[TOKYO] The British pound eased against the dollar on Tuesday, a day after posting its biggest daily gain in 7 years on the back of opinion polls that swung in favour of the campaign for Britain to stay in the European Union.
Two opinion polls on Monday showed that the "Remain" camp has recovered some ground in Britain's European Union referendum debate.
The implied probability of a "Remain" vote in Thursday's referendum rose to around 78 per cent after falling as low as 60 per cent last Thursday, according to odds from gaming website Betfair.
The British pound eased 0.1 per cent in Asian trade to US$1.4658, having pulled back from a three-week high of US$1.4721 set on Monday. It rose 2.1 per cent on Monday, its biggest daily gain since late 2008.
"The market is reacting to every twist in opinion polls but trading is becoming choppy because people are avoiding taking big positions ahead of the poll. Our options desk was fairly quiet yesterday," said Kyosuke Suzuki, director of forex at Societe Generale.
"Polls seem to suggest support for 'Remain' is rising, but the truth is we won't now until we see the results," he said.
This is the third time the currency pair has tested the US$1.47-48 band since May and a clear break of those levels could spark a wave of short-covering in the pound.
But traders also said any break may have to wait until the markets see the results of Thursday's referendum.
"Until then, there could be more ups and downs," said Masashi Murata, currency strategist for Brown Brothers Harriman in Tokyo.
The latest swing in opinion polls in favour of the "Remain" camp also adds to the risk of an especially sharp market reaction if the actual vote result, expected to reach markets on Friday morning in Asia, were to go the other way, Mr Murata added.
"As a risk, we have to be on guard on the Tokyo morning of June 24... It could lead to a pretty serious situation if the result turns out to be 'Leave'," he said.
The implied volatility on pound options have fallen notably as investors see a diminishing chance of the "Leave" camp winning. The three-month volatility last stood at 13.3 per cent , compared with a high of 18.5 per cent last week.
The euro rose 0.5 per cent against sterling to 77.31 pence , regaining a bit of ground after setting a near three-week low of 76.925 pence on Monday.
Against the dollar, the euro edged up 0.1 per cent to US$1.1326.
The dollar index stood at 93.582, holding above a one-month low of 93.425 hit earlier this month, as the market awaited US Federal Reserve Chair Janet Yellen's testimony before the Senate Banking Committee at 10 am local time (1400 GMT).

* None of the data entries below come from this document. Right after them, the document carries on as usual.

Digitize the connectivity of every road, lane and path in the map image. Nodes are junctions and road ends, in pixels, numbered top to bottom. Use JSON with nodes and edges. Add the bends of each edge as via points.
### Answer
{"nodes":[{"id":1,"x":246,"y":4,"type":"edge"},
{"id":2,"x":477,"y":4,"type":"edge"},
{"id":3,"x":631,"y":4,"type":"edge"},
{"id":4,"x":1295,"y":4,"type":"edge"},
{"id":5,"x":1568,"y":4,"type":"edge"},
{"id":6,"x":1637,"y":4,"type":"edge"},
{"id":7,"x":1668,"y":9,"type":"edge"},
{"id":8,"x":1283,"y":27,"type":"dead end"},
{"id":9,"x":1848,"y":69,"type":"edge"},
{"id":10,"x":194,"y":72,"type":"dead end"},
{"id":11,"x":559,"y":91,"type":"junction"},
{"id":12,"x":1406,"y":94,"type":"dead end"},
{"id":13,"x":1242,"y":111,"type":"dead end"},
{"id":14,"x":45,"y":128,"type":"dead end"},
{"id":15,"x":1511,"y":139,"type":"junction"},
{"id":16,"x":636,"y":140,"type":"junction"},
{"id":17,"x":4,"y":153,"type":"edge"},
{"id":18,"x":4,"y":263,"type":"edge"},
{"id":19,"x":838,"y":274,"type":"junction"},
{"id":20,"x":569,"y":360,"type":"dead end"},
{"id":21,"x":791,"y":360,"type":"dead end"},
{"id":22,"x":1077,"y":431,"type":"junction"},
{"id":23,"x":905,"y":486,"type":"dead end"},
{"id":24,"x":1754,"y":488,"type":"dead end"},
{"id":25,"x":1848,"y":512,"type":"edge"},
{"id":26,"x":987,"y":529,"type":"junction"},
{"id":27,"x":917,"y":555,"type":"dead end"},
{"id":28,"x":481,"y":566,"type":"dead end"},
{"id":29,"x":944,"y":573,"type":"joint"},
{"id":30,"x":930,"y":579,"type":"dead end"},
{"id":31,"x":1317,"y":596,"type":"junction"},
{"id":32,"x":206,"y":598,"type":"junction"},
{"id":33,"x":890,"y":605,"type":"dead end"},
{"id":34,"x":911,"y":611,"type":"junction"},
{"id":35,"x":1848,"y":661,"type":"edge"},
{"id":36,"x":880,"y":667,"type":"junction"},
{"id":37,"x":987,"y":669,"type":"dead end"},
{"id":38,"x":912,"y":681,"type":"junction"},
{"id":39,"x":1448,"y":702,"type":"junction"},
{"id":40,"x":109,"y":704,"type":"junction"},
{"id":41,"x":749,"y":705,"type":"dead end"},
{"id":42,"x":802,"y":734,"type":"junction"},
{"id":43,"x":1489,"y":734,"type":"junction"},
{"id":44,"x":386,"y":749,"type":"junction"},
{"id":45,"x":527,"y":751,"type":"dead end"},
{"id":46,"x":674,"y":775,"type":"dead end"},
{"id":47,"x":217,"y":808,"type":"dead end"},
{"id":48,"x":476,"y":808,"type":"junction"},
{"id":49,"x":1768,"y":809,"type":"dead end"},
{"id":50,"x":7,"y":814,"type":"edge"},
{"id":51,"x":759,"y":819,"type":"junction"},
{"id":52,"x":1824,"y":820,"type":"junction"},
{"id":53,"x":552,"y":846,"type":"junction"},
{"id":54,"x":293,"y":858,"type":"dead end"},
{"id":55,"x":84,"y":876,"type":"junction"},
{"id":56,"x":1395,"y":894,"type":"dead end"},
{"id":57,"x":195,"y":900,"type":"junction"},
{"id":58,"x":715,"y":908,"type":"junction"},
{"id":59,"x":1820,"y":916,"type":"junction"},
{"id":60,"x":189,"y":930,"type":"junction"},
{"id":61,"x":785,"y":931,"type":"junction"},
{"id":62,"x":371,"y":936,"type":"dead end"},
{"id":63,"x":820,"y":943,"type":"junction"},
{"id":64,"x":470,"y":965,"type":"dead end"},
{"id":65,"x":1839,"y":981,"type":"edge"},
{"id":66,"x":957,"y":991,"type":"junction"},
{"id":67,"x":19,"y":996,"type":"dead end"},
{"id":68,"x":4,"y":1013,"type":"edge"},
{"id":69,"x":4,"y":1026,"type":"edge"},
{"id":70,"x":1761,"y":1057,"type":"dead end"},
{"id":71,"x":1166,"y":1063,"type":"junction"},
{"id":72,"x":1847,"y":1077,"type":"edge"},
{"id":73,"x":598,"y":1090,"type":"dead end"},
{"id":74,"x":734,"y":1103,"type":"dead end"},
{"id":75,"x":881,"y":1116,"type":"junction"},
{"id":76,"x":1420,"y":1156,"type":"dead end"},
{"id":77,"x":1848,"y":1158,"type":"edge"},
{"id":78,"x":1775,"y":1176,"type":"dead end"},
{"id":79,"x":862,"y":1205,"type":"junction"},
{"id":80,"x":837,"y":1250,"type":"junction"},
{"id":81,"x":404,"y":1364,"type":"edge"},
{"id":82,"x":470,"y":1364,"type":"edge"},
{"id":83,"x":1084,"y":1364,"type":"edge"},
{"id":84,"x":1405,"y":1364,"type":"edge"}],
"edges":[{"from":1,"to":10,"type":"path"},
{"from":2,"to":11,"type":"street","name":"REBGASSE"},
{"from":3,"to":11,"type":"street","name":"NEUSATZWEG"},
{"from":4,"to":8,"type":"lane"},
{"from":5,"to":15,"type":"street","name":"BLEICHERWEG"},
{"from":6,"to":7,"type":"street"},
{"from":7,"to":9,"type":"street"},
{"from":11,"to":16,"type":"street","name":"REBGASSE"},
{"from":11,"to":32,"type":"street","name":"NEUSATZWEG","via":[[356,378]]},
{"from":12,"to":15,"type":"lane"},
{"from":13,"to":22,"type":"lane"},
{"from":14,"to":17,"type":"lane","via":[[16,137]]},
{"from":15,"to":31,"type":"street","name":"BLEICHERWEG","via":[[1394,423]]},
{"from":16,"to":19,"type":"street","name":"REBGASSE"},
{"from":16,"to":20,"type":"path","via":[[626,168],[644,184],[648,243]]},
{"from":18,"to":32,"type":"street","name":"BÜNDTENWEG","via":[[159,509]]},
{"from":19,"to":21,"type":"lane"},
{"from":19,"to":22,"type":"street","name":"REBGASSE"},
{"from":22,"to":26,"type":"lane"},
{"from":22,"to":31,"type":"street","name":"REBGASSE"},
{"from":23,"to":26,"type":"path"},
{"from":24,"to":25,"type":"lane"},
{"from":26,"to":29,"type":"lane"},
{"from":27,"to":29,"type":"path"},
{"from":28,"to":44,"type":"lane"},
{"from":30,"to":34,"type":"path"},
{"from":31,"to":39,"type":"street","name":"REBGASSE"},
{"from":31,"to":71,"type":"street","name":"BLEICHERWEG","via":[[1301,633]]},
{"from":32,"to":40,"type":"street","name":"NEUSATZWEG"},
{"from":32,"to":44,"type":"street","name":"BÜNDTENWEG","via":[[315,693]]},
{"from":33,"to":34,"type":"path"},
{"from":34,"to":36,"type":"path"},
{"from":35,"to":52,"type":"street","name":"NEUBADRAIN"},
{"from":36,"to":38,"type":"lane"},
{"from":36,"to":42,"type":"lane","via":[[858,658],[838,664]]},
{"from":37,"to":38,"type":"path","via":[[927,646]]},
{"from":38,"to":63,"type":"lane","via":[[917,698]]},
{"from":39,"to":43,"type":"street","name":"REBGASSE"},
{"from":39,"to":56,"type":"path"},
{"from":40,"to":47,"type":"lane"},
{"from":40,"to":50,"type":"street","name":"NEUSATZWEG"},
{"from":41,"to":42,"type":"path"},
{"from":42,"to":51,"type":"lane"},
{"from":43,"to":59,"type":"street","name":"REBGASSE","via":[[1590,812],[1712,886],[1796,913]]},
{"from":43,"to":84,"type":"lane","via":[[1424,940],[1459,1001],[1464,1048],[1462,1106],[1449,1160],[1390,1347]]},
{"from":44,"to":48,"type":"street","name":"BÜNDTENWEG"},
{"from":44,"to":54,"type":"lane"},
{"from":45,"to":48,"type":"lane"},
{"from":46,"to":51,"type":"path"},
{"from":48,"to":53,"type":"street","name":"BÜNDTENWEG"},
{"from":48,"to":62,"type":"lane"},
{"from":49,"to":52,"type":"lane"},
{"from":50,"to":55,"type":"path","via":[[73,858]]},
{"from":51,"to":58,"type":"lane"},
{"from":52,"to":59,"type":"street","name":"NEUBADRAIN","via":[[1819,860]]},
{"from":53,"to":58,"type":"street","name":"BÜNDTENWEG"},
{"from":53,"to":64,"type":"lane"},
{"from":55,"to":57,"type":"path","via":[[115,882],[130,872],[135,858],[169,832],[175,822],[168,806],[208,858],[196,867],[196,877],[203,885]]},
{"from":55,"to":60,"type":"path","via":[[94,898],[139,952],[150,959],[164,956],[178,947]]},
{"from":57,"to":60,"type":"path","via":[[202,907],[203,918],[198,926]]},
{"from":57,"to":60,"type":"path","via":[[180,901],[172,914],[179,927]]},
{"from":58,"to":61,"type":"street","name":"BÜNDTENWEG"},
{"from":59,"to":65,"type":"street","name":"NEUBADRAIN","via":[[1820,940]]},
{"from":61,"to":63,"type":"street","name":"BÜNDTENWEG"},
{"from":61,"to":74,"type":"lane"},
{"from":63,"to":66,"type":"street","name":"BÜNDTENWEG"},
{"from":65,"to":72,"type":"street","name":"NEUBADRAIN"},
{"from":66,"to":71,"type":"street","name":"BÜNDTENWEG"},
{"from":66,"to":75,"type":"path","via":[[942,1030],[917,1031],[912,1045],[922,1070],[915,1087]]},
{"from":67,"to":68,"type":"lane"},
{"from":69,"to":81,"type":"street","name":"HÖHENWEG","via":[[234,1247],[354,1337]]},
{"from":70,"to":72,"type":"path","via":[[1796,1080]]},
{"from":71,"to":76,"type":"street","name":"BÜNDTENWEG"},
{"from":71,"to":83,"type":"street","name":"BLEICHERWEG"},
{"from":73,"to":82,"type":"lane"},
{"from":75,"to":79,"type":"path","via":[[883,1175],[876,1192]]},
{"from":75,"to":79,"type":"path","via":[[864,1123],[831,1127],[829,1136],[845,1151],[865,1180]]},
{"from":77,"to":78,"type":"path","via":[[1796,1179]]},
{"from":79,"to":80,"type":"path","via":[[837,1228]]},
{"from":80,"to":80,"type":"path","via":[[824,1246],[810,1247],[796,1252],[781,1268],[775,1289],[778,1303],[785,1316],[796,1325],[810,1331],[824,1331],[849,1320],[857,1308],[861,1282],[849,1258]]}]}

The dollar edged up 0.1 per cent to 104.01 yen. Earlier on Tuesday, the dollar slipped to 103.58 yen, bringing the yen close to its 22-month high of 103.555 set last Thursday.
"At the root of the yen's strength lie diminishing yield gaps between Japan and the US. Since expectations of further easing in Japan have waned, Japanese exporters' bids tend to support the yen," said Koichi Yoshikawa, executive director of finance at Standard Chartered Bank.
After the yen's latest rise, Japanese Finance Minister Taro Aso said on Tuesday that Japan would respond to rapid currency moves in line with G7/G20 agreements, although the country would not intervene in the market so "easily".
The dollar briefly fell from around 104.10 yen to 103.85 yen or so after Mr Aso's comments, but later stabilised.